By the way, the use of XQuery will need xmlpatterns
Qt module which I believe we do not require yet, but probably it is already included in the installers, so that should not be a big deal.
+1 from me on this QEP
@nyalldawson as for your "get related features" concept - how would be that different from the existing concept of relations in QGIS, and the discoverRelations() provider call?
It would be great if it would be possible to also just drag'n'drop a GML file with complex features to get this functionality
Everything is doable, but I'm afraid that would complicate the WFS provider in non-trivial & inelegant ways. Plus we would need to hack around the OGR provider to pass such files to the WFS one.
By the way, the use of XQuery will need
xmlpatterns
Qt module which I believe we do not require yet, but probably it is already included in the installers, so that should not be a big deal.
Actually @pathmapper pointed to me that qtxmlpatterns was unfortunately deprecated in Qt 5.13 (https://doc.qt.io/qt-5/qtxmlpatterns-index.html) and has been removed in Qt 6.0. After looking around, I'm leaning towards using libxml2 which has XPath 1.0 capabilities and is a widely available dependency, used for example by most GDAL builds (and I see I've used libxml2 XPath in the past in GDAL, for unrelated purposes)

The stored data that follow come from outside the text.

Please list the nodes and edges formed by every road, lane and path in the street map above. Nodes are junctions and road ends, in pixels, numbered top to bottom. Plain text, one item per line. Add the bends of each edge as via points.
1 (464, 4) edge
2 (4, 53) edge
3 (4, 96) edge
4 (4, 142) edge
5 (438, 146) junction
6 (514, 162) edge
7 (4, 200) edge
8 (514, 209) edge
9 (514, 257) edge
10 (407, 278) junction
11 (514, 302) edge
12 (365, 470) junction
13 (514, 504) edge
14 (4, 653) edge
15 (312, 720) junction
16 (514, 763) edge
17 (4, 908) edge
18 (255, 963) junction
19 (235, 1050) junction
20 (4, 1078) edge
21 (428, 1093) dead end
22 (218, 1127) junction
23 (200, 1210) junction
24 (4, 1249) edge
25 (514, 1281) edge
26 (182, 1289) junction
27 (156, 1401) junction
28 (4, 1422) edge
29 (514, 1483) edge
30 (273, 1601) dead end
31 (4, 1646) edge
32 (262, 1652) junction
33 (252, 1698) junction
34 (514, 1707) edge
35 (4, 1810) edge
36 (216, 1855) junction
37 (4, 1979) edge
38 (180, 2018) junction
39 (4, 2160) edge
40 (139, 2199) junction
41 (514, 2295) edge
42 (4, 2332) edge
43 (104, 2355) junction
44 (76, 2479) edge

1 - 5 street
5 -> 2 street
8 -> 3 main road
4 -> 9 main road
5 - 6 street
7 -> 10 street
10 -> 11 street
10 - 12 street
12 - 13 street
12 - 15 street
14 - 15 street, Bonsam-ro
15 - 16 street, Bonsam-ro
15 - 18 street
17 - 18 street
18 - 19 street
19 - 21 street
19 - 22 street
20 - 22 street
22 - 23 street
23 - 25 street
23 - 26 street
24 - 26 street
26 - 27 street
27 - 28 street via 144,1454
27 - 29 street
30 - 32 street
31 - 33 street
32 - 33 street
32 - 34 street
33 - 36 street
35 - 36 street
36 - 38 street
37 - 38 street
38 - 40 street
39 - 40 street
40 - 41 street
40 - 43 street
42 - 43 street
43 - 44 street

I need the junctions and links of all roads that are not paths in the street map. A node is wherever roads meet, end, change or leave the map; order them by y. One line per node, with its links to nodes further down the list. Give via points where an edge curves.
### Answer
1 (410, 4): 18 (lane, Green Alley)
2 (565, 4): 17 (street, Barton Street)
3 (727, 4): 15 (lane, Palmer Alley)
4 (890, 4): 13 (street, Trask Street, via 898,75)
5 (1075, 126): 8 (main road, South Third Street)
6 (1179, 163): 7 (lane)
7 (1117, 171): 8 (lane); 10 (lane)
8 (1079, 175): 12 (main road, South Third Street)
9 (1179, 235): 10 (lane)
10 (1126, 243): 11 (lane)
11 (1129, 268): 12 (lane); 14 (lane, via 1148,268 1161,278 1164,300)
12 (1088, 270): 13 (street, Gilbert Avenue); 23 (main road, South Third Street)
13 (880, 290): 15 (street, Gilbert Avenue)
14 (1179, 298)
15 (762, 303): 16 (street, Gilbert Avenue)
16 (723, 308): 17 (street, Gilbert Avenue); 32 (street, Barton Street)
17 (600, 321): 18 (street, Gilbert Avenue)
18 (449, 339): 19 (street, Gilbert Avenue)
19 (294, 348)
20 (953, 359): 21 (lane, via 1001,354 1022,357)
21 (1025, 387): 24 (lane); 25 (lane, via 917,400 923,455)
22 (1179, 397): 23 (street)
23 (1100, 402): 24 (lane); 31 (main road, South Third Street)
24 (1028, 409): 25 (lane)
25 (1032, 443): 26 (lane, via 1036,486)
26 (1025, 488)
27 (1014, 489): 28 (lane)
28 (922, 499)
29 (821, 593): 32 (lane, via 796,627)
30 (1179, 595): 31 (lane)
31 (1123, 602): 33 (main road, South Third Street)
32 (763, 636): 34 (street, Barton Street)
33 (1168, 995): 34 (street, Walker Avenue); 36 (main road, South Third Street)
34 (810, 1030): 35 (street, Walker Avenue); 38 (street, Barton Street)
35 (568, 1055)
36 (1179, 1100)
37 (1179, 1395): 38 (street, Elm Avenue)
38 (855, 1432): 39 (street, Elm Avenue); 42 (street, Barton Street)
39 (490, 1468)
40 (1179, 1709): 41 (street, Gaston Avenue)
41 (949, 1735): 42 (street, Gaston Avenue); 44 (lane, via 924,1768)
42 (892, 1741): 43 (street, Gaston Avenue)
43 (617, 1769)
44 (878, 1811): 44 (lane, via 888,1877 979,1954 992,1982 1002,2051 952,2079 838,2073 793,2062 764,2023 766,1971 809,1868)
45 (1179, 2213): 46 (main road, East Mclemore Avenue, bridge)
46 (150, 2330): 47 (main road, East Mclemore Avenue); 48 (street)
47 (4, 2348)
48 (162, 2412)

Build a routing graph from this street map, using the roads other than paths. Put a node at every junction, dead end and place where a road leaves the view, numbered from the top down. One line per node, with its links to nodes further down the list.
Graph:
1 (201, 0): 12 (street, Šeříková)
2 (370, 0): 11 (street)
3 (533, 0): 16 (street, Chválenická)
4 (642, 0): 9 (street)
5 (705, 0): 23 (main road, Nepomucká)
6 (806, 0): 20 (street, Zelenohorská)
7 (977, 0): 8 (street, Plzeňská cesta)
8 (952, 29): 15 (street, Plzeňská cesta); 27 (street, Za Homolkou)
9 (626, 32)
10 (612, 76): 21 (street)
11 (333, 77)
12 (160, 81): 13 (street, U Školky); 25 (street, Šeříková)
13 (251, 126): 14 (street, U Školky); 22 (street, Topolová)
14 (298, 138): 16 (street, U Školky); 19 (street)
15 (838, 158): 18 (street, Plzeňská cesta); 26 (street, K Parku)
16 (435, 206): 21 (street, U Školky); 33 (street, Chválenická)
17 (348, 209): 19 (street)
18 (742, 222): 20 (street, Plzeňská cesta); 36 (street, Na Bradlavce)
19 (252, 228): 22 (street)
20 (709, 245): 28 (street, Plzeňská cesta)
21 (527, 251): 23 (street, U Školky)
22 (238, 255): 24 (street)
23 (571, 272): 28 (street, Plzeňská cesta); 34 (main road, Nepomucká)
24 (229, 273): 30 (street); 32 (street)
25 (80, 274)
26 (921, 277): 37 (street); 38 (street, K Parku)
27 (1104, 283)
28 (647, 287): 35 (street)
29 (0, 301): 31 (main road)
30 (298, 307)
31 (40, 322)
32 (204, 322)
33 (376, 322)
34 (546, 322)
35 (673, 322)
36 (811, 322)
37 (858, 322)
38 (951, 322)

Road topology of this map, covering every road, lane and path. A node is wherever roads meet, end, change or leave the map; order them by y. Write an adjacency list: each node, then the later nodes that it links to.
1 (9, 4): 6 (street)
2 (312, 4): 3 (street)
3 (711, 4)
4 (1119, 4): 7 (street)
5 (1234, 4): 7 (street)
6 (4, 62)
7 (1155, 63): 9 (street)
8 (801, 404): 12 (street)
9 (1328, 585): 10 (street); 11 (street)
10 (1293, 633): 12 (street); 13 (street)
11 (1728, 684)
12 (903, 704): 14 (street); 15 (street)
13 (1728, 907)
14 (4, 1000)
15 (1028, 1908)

A most welcome initiative! I'd like to suggest, however, to serialize the content of complex attributes as JSON rather than XML if possible. This would
dispense the need to introduce XPath capabilities
allow to leverage the already available data extraction capabilities in QGIS expressions like subscripting or functions such as array_contains, e.g.:
provide improved readability with the JSON View widget:
be in line with the general tendency to drop XML in favor of JSON, allowing users to focus on and become familiar with just one common format
@kraftto
I'd like to suggest, however, to serialize the content of complex attributes as JSON rather than XML if possible. This would
I indeed considered exposing complex content as JSON in my initial analysis, but my counter arguments are:
if one day one wants to implement the transactional part, it will be much easier to do with XML content rather than with JSON that might be difficult to remap correctly to the expected XML schema
Another issue is that the QGIS editor for JSON fields is seriously limited to apparently only dictionaries of key/value pairs of simple types, and not arbitrarily nested content. I'm not sure what is the exact typing of the "properties" field in your above screenshot, but I suspect it is a string field and not a QVariant::Map.
UPDATE: I now see in Layer Properties / Attributes Form, that one should select "JSON View" as the widget type to get the output of your screenshot, instead of "Key/Value"! Grrr, I stumbled upon that issue for some time. ==> to anyone looking at this, should we change the default widget type for QVariant::Map to "JSON View" to avoid the issue with truncated content of the default "Key/Value" widget ?
So given the above, my point about using XML is much weaker, as transactional support for complex features is likely a marginal use case, and JSON could be a reasonable choice
but I suspect it is a string field and not a QVariant::Map
It is a JSONB Postgres field, which is adequately assigned the JSON View widget, but there seems to be an issue in that regard with Map type subtypes.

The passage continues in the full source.